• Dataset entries
★ ★ ★ ★ ★

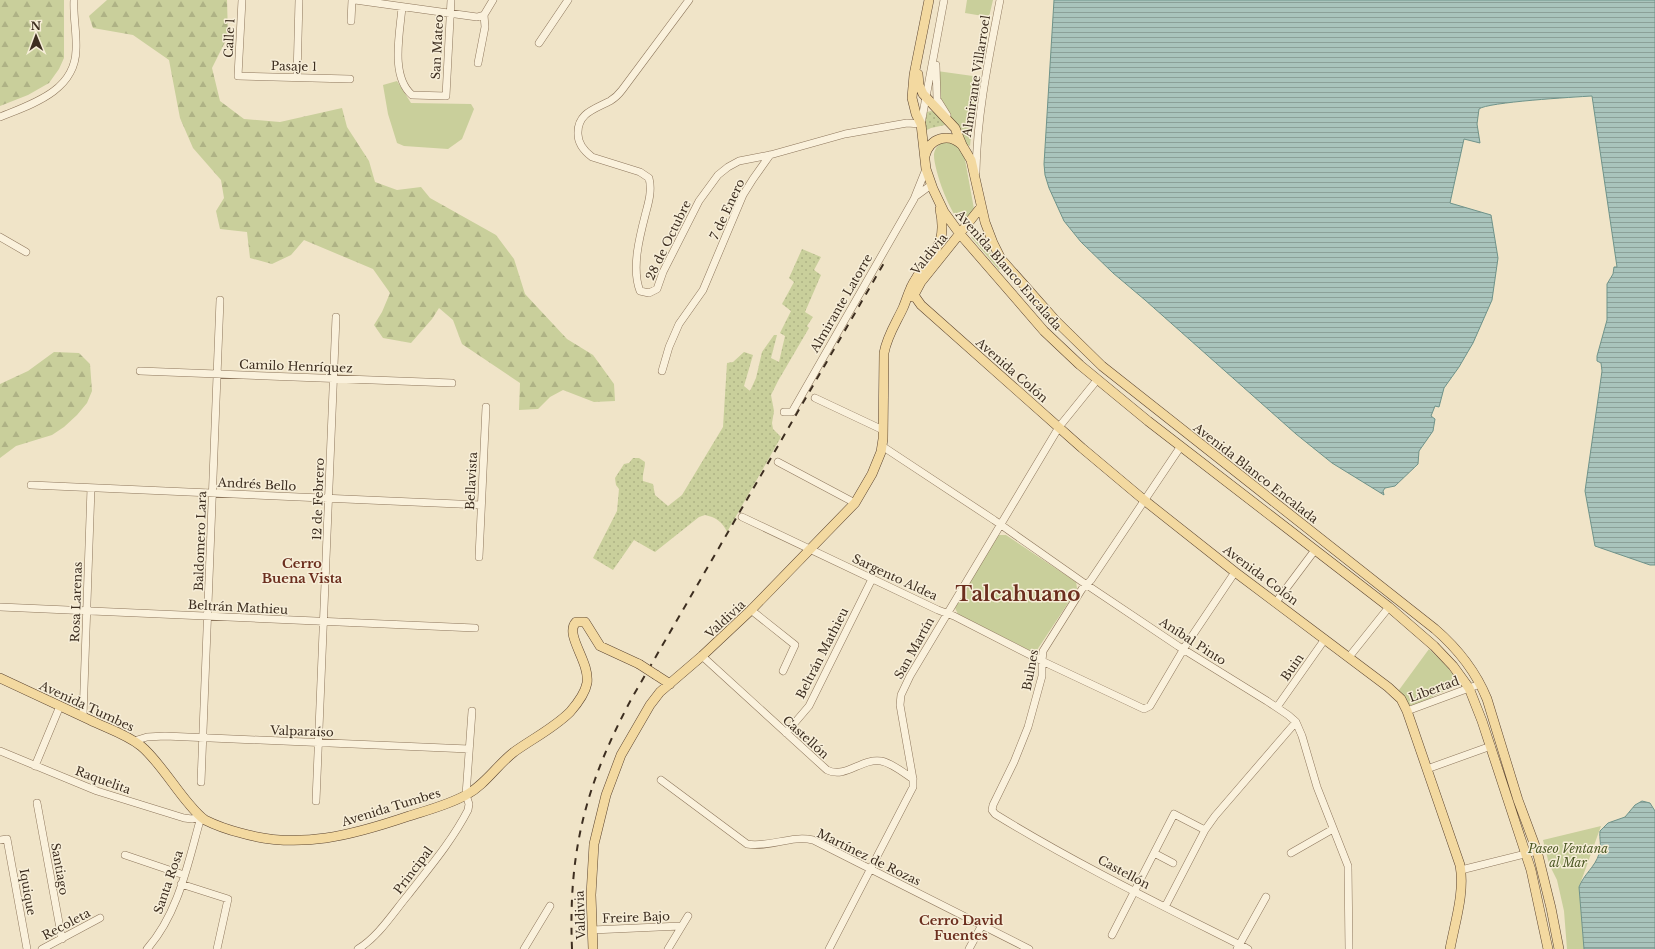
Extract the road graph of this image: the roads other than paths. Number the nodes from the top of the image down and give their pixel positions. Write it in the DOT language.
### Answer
graph roads {
  1 [pos="74,0"];
  2 [pos="242,0"];
  3 [pos="299,0"];
  4 [pos="352,0"];
  5 [pos="355,0"];
  6 [pos="451,0"];
  7 [pos="493,0"];
  8 [pos="568,0"];
  9 [pos="689,0"];
  10 [pos="929,0"];
  11 [pos="944,0"];
  12 [pos="1000,0"];
  13 [pos="402,7"];
  14 [pos="450,14"];
  15 [pos="484,15"];
  16 [pos="351,21"];
  17 [pos="539,44"];
  18 [pos="936,48"];
  19 [pos="478,63"];
  20 [pos="917,64"];
  21 [pos="238,76"];
  22 [pos="297,78"];
  23 [pos="350,79"];
  24 [pos="926,98"];
  25 [pos="0,117"];
  26 [pos="921,124"];
  27 [pos="956,128"];
  28 [pos="962,145"];
  29 [pos="770,155"];
  30 [pos="926,165"];
  31 [pos="976,180"];
  32 [pos="931,185"];
  33 [pos="914,199"];
  34 [pos="939,203"];
  35 [pos="982,207"];
  36 [pos="960,234"];
  37 [pos="0,237"];
  38 [pos="26,252"];
  39 [pos="913,290"];
  40 [pos="220,300"];
  41 [pos="336,317"];
  42 [pos="140,371"];
  43 [pos="662,371"];
  44 [pos="217,374"];
  45 [pos="1114,376"];
  46 [pos="333,378"];
  47 [pos="1097,380"];
  48 [pos="452,383"];
  49 [pos="815,398"];
  50 [pos="486,407"];
  51 [pos="784,412"];
  52 [pos="1059,427"];
  53 [pos="883,430"];
  54 [pos="1183,430"];
  55 [pos="882,446"];
  56 [pos="1181,446"];
  57 [pos="778,462"];
  58 [pos="31,485"];
  59 [pos="91,488"];
  60 [pos="212,493"];
  61 [pos="329,498"];
  62 [pos="1144,500"];
  63 [pos="855,503"];
  64 [pos="481,505"];
  65 [pos="742,517"];
  66 [pos="1000,525"];
  67 [pos="1333,549"];
  68 [pos="811,550"];
  69 [pos="1315,550"];
  70 [pos="479,556"];
  71 [pos="1235,572"];
  72 [pos="872,579"];
  73 [pos="1087,585"];
  74 [pos="1390,594"];
  75 [pos="1276,602"];
  76 [pos="0,607"];
  77 [pos="1389,607"];
  78 [pos="751,610"];
  79 [pos="87,611"];
  80 [pos="947,613"];
  81 [pos="208,616"];
  82 [pos="324,622"];
  83 [pos="475,628"];
  84 [pos="1325,638"];
  85 [pos="1184,650"];
  86 [pos="702,656"];
  87 [pos="1349,657"];
  88 [pos="1042,661"];
  89 [pos="783,671"];
  90 [pos="1474,674"];
  91 [pos="0,678"];
  92 [pos="670,684"];
  93 [pos="1480,684"];
  94 [pos="1468,688"];
  95 [pos="60,706"];
  96 [pos="1277,708"];
  97 [pos="472,711"];
  98 [pos="1407,711"];
  99 [pos="83,717"];
  100 [pos="1296,722"];
  101 [pos="786,734"];
  102 [pos="203,738"];
  103 [pos="134,741"];
  104 [pos="319,743"];
  105 [pos="1491,746"];
  106 [pos="469,749"];
  107 [pos="0,751"];
  108 [pos="36,766"];
  109 [pos="1427,769"];
  110 [pos="914,779"];
  111 [pos="660,780"];
  112 [pos="201,782"];
  113 [pos="466,795"];
  114 [pos="316,801"];
  115 [pos="37,803"];
  116 [pos="992,810"];
  117 [pos="201,817"];
  118 [pos="1333,829"];
  119 [pos="1205,830"];
  120 [pos="4,839"];
  121 [pos="1537,851"];
  122 [pos="1154,853"];
  123 [pos="1291,853"];
  124 [pos="1526,854"];
  125 [pos="124,855"];
  126 [pos="1173,863"];
  127 [pos="871,869"];
  128 [pos="1461,870"];
  129 [pos="184,875"];
  130 [pos="181,884"];
  131 [pos="1134,890"];
  132 [pos="1266,897"];
  133 [pos="550,906"];
  134 [pos="1165,907"];
  135 [pos="688,916"];
  136 [pos="100,918"];
  137 [pos="982,925"];
  138 [pos="681,926"];
  139 [pos="592,930"];
  140 [pos="1112,935"];
  141 [pos="62,939"];
  142 [pos="1238,947"];
  143 [pos="27,949"];
  144 [pos="42,949"];
  145 [pos="147,949"];
  146 [pos="217,949"];
  147 [pos="358,949"];
  148 [pos="524,949"];
  149 [pos="593,949"];
  150 [pos="668,949"];
  151 [pos="829,949"];
  152 [pos="969,949"];
  153 [pos="1029,949"];
  154 [pos="1248,949"];
  155 [pos="1349,949"];
  156 [pos="1450,949"];
  157 [pos="1548,949"];
  158 [pos="1559,949"];
  1 -- 25 [label="street"];
  2 -- 21 [label="street, Calle 1"];
  3 -- 22 [label="street"];
  4 -- 16 [label="street"];
  5 -- 13 [label="street"];
  6 -- 14 [label="street, San Mateo"];
  7 -- 15 [label="street"];
  8 -- 17 [label="street"];
  9 -- 29 [label="street, 28 de Octubre"];
  10 -- 20 [label="main road"];
  11 -- 18 [label="street"];
  12 -- 31 [label="street, Almirante Villarroel"];
  13 -- 14 [label="street"];
  13 -- 14 [label="street, San Mateo"];
  14 -- 15 [label="street"];
  15 -- 19 [label="street"];
  18 -- 24 [label="street"];
  18 -- 27 [label="street"];
  20 -- 24 [label="main road"];
  20 -- 26 [label="main road"];
  21 -- 22 [label="street, Pasaje 1"];
  22 -- 23 [label="street, Pasaje 1"];
  24 -- 26 [label="street, Avenida Blanco Encalada"];
  24 -- 27 [label="main road, Avenida Blanco Encalada"];
  26 -- 29 [label="street"];
  26 -- 30 [label="main road, Avenida Blanco Encalada"];
  27 -- 28 [label="main road, Avenida Blanco Encalada"];
  28 -- 30 [label="main road"];
  28 -- 31 [label="main road, Avenida Blanco Encalada"];
  29 -- 43 [label="street, 7 de Enero"];
  30 -- 32 [label="main road, Avenida Blanco Encalada"];
  30 -- 33 [label="street, Almirante Latorre"];
  31 -- 35 [label="main road, Avenida Blanco Encalada"];
  32 -- 33 [label="street, Almirante Latorre"];
  32 -- 34 [label="main road, Avenida Blanco Encalada"];
  33 -- 51 [label="street, Almirante Latorre"];
  34 -- 36 [label="main road, Avenida Blanco Encalada"];
  34 -- 39 [label="main road, Valdivia"];
  35 -- 36 [label="main road, Valdivia"];
  35 -- 45 [label="main road, Avenida Blanco Encalada"];
  36 -- 39 [label="main road, Valdivia"];
  36 -- 47 [label="main road, Avenida Blanco Encalada"];
  37 -- 38 [label="street"];
  39 -- 52 [label="main road, Avenida Colón"];
  39 -- 53 [label="main road, Valdivia"];
  40 -- 44 [label="street, Baldomero Lara"];
  41 -- 46 [label="street, 12 de Febrero"];
  42 -- 44 [label="street, Camilo Henríquez"];
  44 -- 46 [label="street, Camilo Henríquez"];
  44 -- 60 [label="street, Baldomero Lara"];
  45 -- 47 [label="main road"];
  45 -- 54 [label="main road, Avenida Blanco Encalada"];
  46 -- 48 [label="street, Camilo Henríquez"];
  46 -- 61 [label="street, 12 de Febrero"];
  47 -- 52 [label="street, San Martín"];
  47 -- 56 [label="main road, Avenida Blanco Encalada"];
  49 -- 53 [label="street"];
  50 -- 64 [label="street, Bellavista"];
  52 -- 62 [label="main road, Avenida Colón"];
  52 -- 66 [label="street, San Martín"];
  53 -- 55 [label="main road, Valdivia"];
  54 -- 56 [label="main road"];
  54 -- 67 [label="main road, Avenida Blanco Encalada"];
  55 -- 63 [label="main road, Valdivia"];
  55 -- 66 [label="street, Aníbal Pinto"];
  56 -- 62 [label="street, Bulnes"];
  56 -- 69 [label="main road, Avenida Blanco Encalada"];
  57 -- 63 [label="street"];
  58 -- 59 [label="street, Andrés Bello"];
  59 -- 60 [label="street, Andrés Bello"];
  59 -- 79 [label="street, Rosa Larenas"];
  60 -- 61 [label="street, Andrés Bello"];
  60 -- 81 [label="street, Baldomero Lara"];
  61 -- 64 [label="street, Andrés Bello"];
  61 -- 82 [label="street, 12 de Febrero"];
  62 -- 71 [label="main road, Avenida Colón"];
  62 -- 73 [label="street, Bulnes"];
  63 -- 68 [label="main road, Valdivia"];
  64 -- 70 [label="street, Bellavista"];
  65 -- 68 [label="street, Sargento Aldea"];
  66 -- 73 [label="street, Aníbal Pinto"];
  66 -- 80 [label="street, San Martín"];
  67 -- 69 [label="main road"];
  67 -- 74 [label="main road, Avenida Blanco Encalada"];
  68 -- 72 [label="street, Sargento Aldea"];
  68 -- 78 [label="main road, Valdivia"];
  69 -- 75 [label="street"];
  69 -- 77 [label="main road, Avenida Blanco Encalada"];
  71 -- 75 [label="main road, Avenida Colón"];
  71 -- 85 [label="street"];
  72 -- 80 [label="street, Sargento Aldea"];
  72 -- 101 [label="street, Beltrán Mathieu"];
  73 -- 85 [label="street, Aníbal Pinto"];
  73 -- 88 [label="street, Bulnes"];
  74 -- 77 [label="main road"];
  74 -- 90 [label="main road, Avenida Blanco Encalada"];
  75 -- 84 [label="main road, Avenida Colón"];
  76 -- 79 [label="street, Beltrán Mathieu"];
  77 -- 87 [label="street"];
  77 -- 94 [label="main road, Avenida Blanco Encalada"];
  78 -- 86 [label="main road, Valdivia"];
  78 -- 89 [label="street"];
  79 -- 81 [label="street, Beltrán Mathieu"];
  79 -- 99 [label="street, Rosa Larenas"];
  80 -- 88 [label="street, Sargento Aldea"];
  80 -- 110 [label="street, San Martín"];
  81 -- 82 [label="street, Beltrán Mathieu"];
  81 -- 102 [label="street, Baldomero Lara"];
  82 -- 83 [label="street, Beltrán Mathieu"];
  82 -- 104 [label="street, 12 de Febrero"];
  84 -- 87 [label="main road, Avenida Colón"];
  84 -- 96 [label="street, Buin"];
  85 -- 88 [label="street, Sargento Aldea"];
  85 -- 96 [label="street, Aníbal Pinto"];
  86 -- 92 [label="main road, Valdivia"];
  86 -- 101 [label="street, Castellón"];
  87 -- 98 [label="main road, Avenida Colón"];
  88 -- 116 [label="street, Bulnes"];
  90 -- 93 [label="main road, Avenida Blanco Encalada"];
  90 -- 94 [label="street, Libertad"];
  91 -- 95 [label="main road, Avenida Tumbes"];
  92 -- 113 [label="main road, Avenida Tumbes, bridge"];
  92 -- 139 [label="main road, Valdivia"];
  93 -- 94 [label="street, Libertad"];
  93 -- 121 [label="main road, Avenida Blanco Encalada"];
  94 -- 98 [label="street, Libertad"];
  94 -- 105 [label="main road, Avenida Blanco Encalada"];
  95 -- 99 [label="main road, Avenida Tumbes"];
  95 -- 108 [label="street"];
  96 -- 100 [label="street, Aníbal Pinto"];
  97 -- 106 [label="street"];
  98 -- 109 [label="main road, Avenida Colón"];
  99 -- 103 [label="main road, Avenida Tumbes"];
  100 -- 118 [label="street"];
  100 -- 119 [label="street"];
  101 -- 110 [label="street, Castellón"];
  102 -- 103 [label="street, Valparaíso"];
  102 -- 104 [label="street, Valparaíso"];
  102 -- 112 [label="street, Baldomero Lara"];
  103 -- 117 [label="main road, Avenida Tumbes"];
  104 -- 106 [label="street, Valparaíso"];
  104 -- 114 [label="street, 12 de Febrero"];
  105 -- 109 [label="street"];
  105 -- 124 [label="main road, Avenida Blanco Encalada"];
  106 -- 113 [label="street"];
  107 -- 108 [label="street, Raquelita"];
  108 -- 117 [label="street, Raquelita"];
  109 -- 128 [label="main road, Avenida Colón"];
  110 -- 127 [label="street, San Martín"];
  111 -- 127 [label="street, Martínez de Rozas"];
  113 -- 117 [label="main road, Avenida Tumbes"];
  113 -- 147 [label="street, Principal"];
  115 -- 141 [label="street, Santiago"];
  116 -- 131 [label="street, Castellón"];
  117 -- 129 [label="street, Santa Rosa"];
  118 -- 123 [label="street"];
  118 -- 155 [label="street"];
  119 -- 122 [label="street"];
  119 -- 134 [label="street"];
  120 -- 143 [label="street, Iquique"];
  121 -- 124 [label="street"];
  121 -- 158 [label="main road, Avenida Blanco Encalada"];
  122 -- 126 [label="street"];
  122 -- 131 [label="street"];
  124 -- 128 [label="street"];
  124 -- 157 [label="main road, Avenida Blanco Encalada"];
  125 -- 129 [label="street"];
  127 -- 137 [label="street, Martínez de Rozas"];
  127 -- 151 [label="street, San Martín"];
  128 -- 156 [label="main road, Avenida Colón"];
  129 -- 130 [label="street, Santa Rosa"];
  130 -- 145 [label="street, Santa Rosa"];
  130 -- 146 [label="street"];
  131 -- 134 [label="street, Castellón"];
  131 -- 140 [label="street"];
  132 -- 142 [label="street"];
  133 -- 148 [label="street"];
  134 -- 142 [label="street, Castellón"];
  135 -- 138 [label="street"];
  136 -- 141 [label="street, Recoleta"];
  137 -- 152 [label="street"];
  137 -- 153 [label="street, Martínez de Rozas"];
  138 -- 139 [label="street, Freire Bajo"];
  138 -- 150 [label="street"];
  139 -- 149 [label="main road, Valdivia"];
  141 -- 144 [label="street, Recoleta"];
  142 -- 154 [label="street, Castellón"];
}
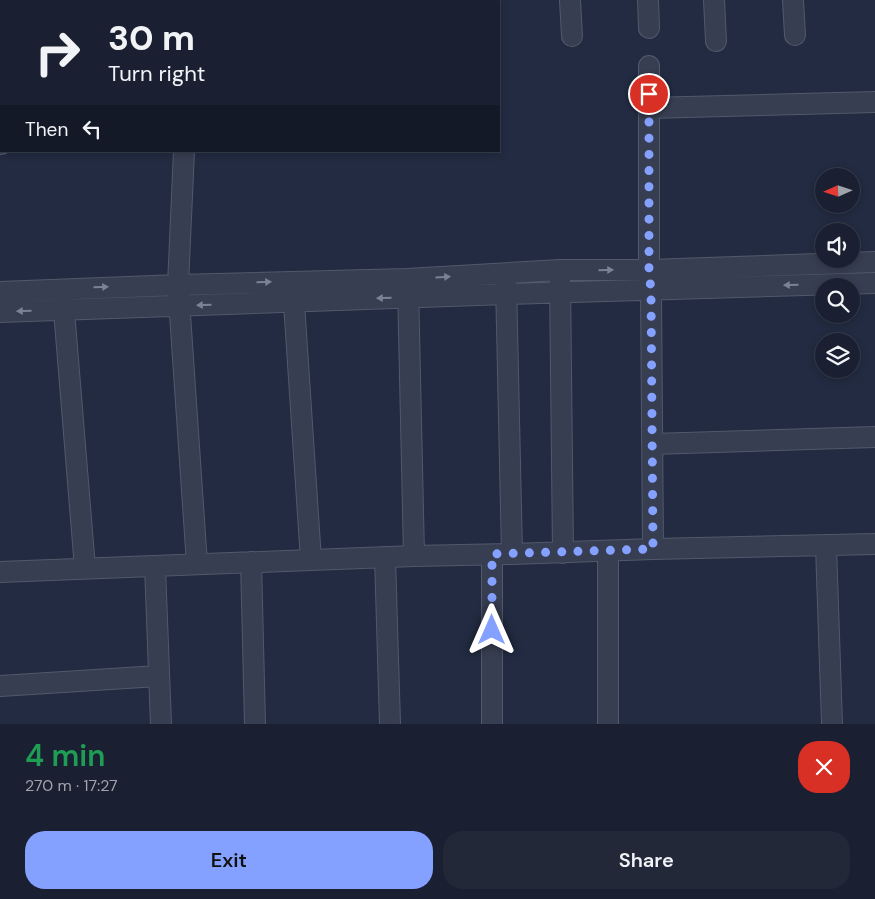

★ ★ ★ ★ ★

• WORK REQUIRED
The lines to return are those with the string "Raquelita" in them; copy each from the entries above.

• RESPONSE
  107 -- 108 [label="street, Raquelita"];
  108 -- 117 [label="street, Raquelita"];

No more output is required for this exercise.